Among the concerns outlined:
- Kansas failed to establish clear roles and responsibilities for employees who administer and operate KanCare
- Limited coordination between the Kansas Department of Health and Environment and the Kansas Department for Aging and Disability Services poses a risk to the health and safety of Managed Long-term Services and Supports participants, who may experience difficulty managing their benefits
- Kansas didn’t engage in sufficient oversight of the managed care organizations, and while the state receives many reports from the MCOs, no evidence was found of significant analysis or subsequent program changes based on the reports
- Kansas’ oversight of the MCOs diminished over the past four years, as evidenced by on-site reviews of the MCOs and subsequent reports; the 2013 annual report was a comprehensive document but the 2014 and 2015 reports were only two pages long, with little content of substance
- Kansas’ approach to tracking, monitoring and overseeing provider network adequacy and access to care for KanCare consumers is limited, and CMS expects a more robust oversight process including proactive monitoring
- Kansas doesn’t have a comprehensive system for reporting, tracking and trending critical incidents
The letter contains numerous other areas of concern. The letter also requires the state to take action.

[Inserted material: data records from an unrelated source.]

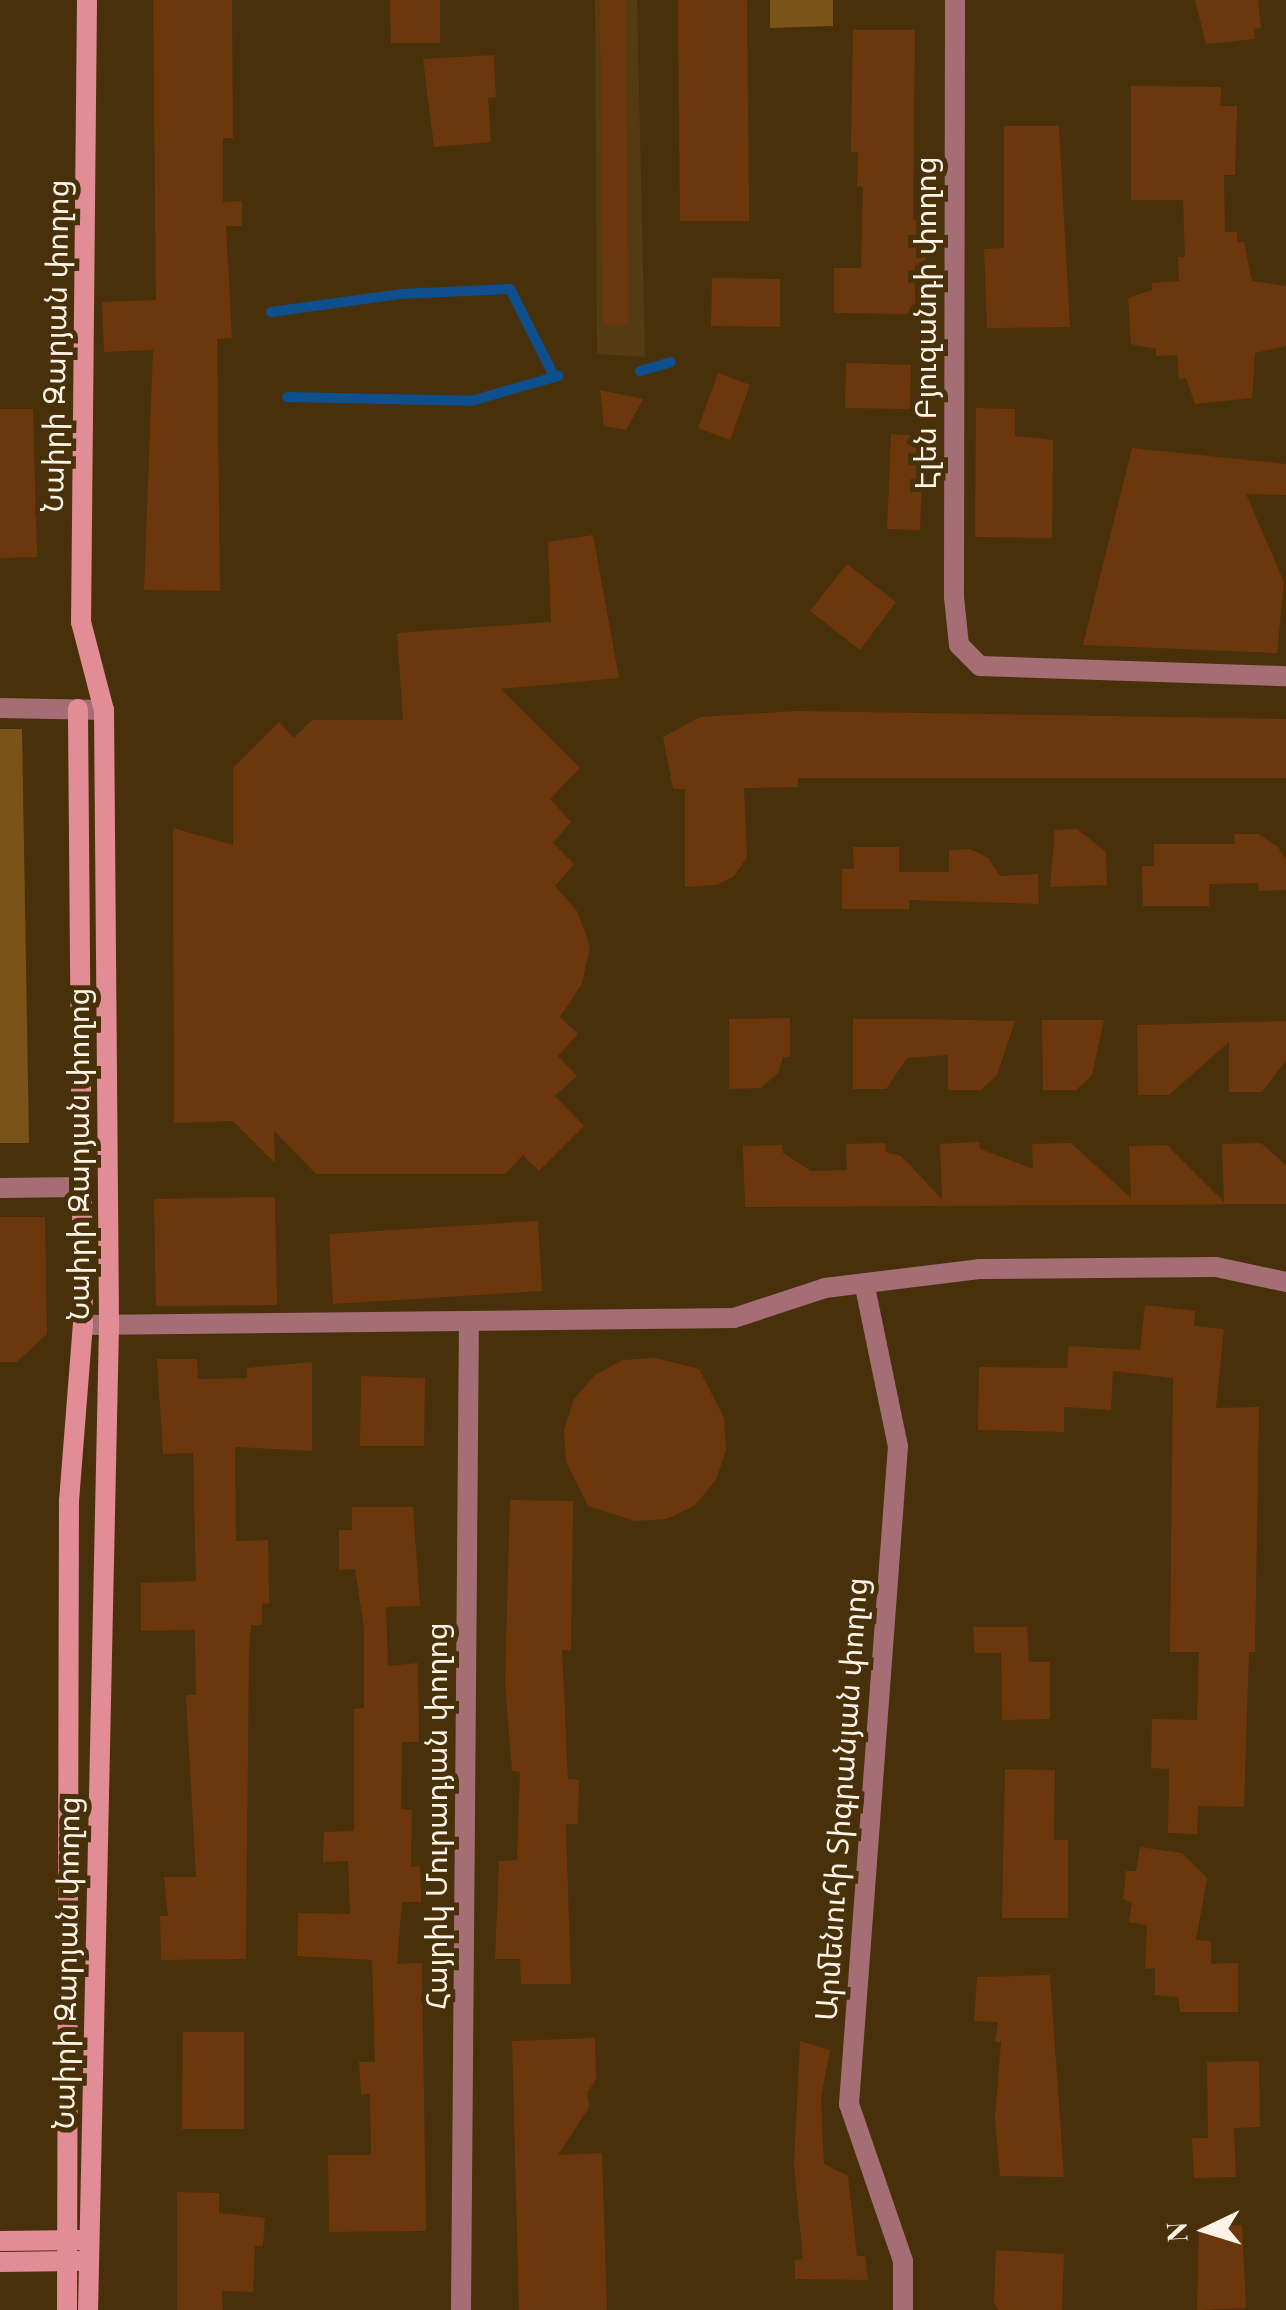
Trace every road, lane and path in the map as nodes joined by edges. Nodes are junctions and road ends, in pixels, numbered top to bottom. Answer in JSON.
{"nodes":[{"id":1,"x":87,"y":0,"type":"edge"},
{"id":2,"x":955,"y":0,"type":"edge"},
{"id":3,"x":1286,"y":676,"type":"edge"},
{"id":4,"x":0,"y":708,"type":"edge"},
{"id":5,"x":78,"y":709,"type":"junction"},
{"id":6,"x":104,"y":710,"type":"junction"},
{"id":7,"x":0,"y":1188,"type":"edge"},
{"id":8,"x":81,"y":1188,"type":"junction"},
{"id":9,"x":1286,"y":1282,"type":"edge"},
{"id":10,"x":864,"y":1287,"type":"junction"},
{"id":11,"x":469,"y":1323,"type":"junction"},
{"id":12,"x":82,"y":1325,"type":"junction"},
{"id":13,"x":109,"y":1326,"type":"junction"},
{"id":14,"x":0,"y":2241,"type":"edge"},
{"id":15,"x":78,"y":2251,"type":"junction"},
{"id":16,"x":0,"y":2262,"type":"edge"},
{"id":17,"x":66,"y":2310,"type":"edge"},
{"id":18,"x":88,"y":2310,"type":"edge"},
{"id":19,"x":461,"y":2310,"type":"edge"},
{"id":20,"x":902,"y":2310,"type":"edge"}],
"edges":[{"from":1,"to":6,"type":"main road","name":"Նաիրի Զարյան փողոց"},
{"from":2,"to":3,"type":"street","name":"Էլեն Բյուզանդի փողոց"},
{"from":4,"to":5,"type":"street"},
{"from":5,"to":6,"type":"street"},
{"from":5,"to":8,"type":"main road","name":"Նաիրի Զարյան փողոց"},
{"from":6,"to":13,"type":"main road","name":"Նաիրի Զարյան փողոց"},
{"from":7,"to":8,"type":"street"},
{"from":8,"to":12,"type":"main road","name":"Նաիրի Զարյան փողոց"},
{"from":9,"to":10,"type":"street"},
{"from":10,"to":11,"type":"street"},
{"from":10,"to":20,"type":"street","name":"Արմենուհի Տիգրանյան փողոց"},
{"from":11,"to":13,"type":"street"},
{"from":11,"to":19,"type":"street","name":"Հայրիկ Մուրադյան փողոց"},
{"from":12,"to":13,"type":"street"},
{"from":12,"to":15,"type":"main road","name":"Նաիրի Զարյան փողոց"},
{"from":13,"to":15,"type":"main road","name":"Նաիրի Զարյան փողոց"},
{"from":14,"to":15,"type":"main road"},
{"from":15,"to":16,"type":"main road"},
{"from":15,"to":17,"type":"main road","name":"Նաիրի Զարյան փողոց"},
{"from":15,"to":18,"type":"main road","name":"Նաիրի Զարյան փողոց"}]}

“Due to the severe and pervasive nature of the on-site review findings and the resulting impacts this has on the beneficiaries and providers, CMS is requiring Kansas to develop a Corrective Action Plan describing the actions it will take to correct the identified non-compliance,” the letter says.
The plan must include a detailed plan addressing each finding and must include milestones and dates by which the changes will be implemented. The plan is due Feb. 17.
The agency expects Kansas to implement the plan in an “expeditious and transparent manner” and engage with stakeholders. CMS will monitor implementation of the plan.
De Rocha said that KDHE will fulfill CMS’ request, though she noted that “we do not agree with all of their conclusions.” The agency is preparing a corrective action plan, she said.
De Rocha on Wednesday night (Jan. 18) wouldn’t specify what conclusions the agency disagrees with.
KanCare has been troubled by a backlog in processing Medicaid applications over the past year. While the state has significantly reduced the number of outstanding applications, at one point the backlog exceeded 10,000.
Brownback counts the implementation of the program in 2013 among his biggest policy achievements. He extolled the program in his State of the State address last week, as he has in past speeches.
“Fortunately for our budget, Kansas had the foresight to reform Medicaid—a policy others are following,” Brownback said. “Instead of an open-ended fee for service entitlement, Kansas became the first state in America to serve its entire Medicaid population through managed care.”